# [Given records]

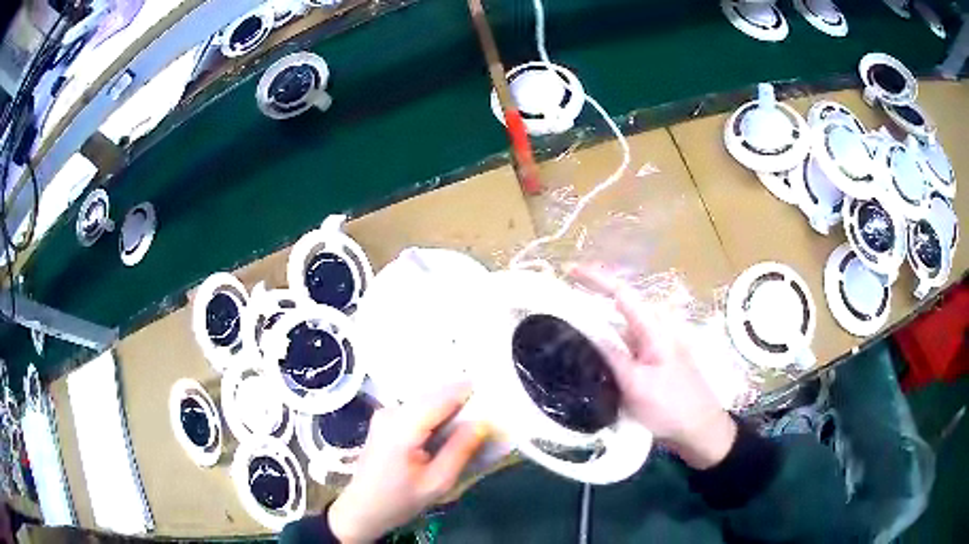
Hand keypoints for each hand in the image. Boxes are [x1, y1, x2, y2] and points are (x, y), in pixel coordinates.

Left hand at [328, 385, 488, 542]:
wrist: (362, 509)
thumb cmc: (399, 500)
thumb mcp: (437, 482)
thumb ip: (460, 450)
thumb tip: (483, 422)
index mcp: (402, 426)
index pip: (442, 397)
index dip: (470, 392)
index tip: (495, 395)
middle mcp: (391, 411)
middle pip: (433, 395)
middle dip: (461, 400)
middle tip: (487, 412)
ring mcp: (385, 413)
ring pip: (426, 400)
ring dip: (449, 408)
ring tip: (471, 422)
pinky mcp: (385, 419)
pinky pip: (417, 408)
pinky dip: (436, 414)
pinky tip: (448, 429)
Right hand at [569, 263, 736, 469]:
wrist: (699, 428)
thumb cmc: (671, 406)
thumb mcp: (636, 384)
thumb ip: (612, 355)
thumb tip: (587, 330)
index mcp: (655, 328)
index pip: (621, 293)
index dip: (595, 278)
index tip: (568, 270)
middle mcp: (655, 329)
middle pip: (620, 305)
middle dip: (592, 298)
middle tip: (560, 302)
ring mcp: (655, 345)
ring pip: (621, 326)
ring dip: (598, 323)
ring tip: (569, 327)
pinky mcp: (653, 360)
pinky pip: (625, 343)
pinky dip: (607, 342)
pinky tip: (591, 353)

# [Problem statement]
From the listing, copy each line containing the word "pinky".

# [Exercise response]
pinky mcp: (385, 419)
pinky pip: (417, 408)
pinky dip: (436, 414)
pinky tip: (448, 429)
pinky mcp: (653, 360)
pinky pip: (625, 343)
pinky dip: (607, 342)
pinky tip: (591, 353)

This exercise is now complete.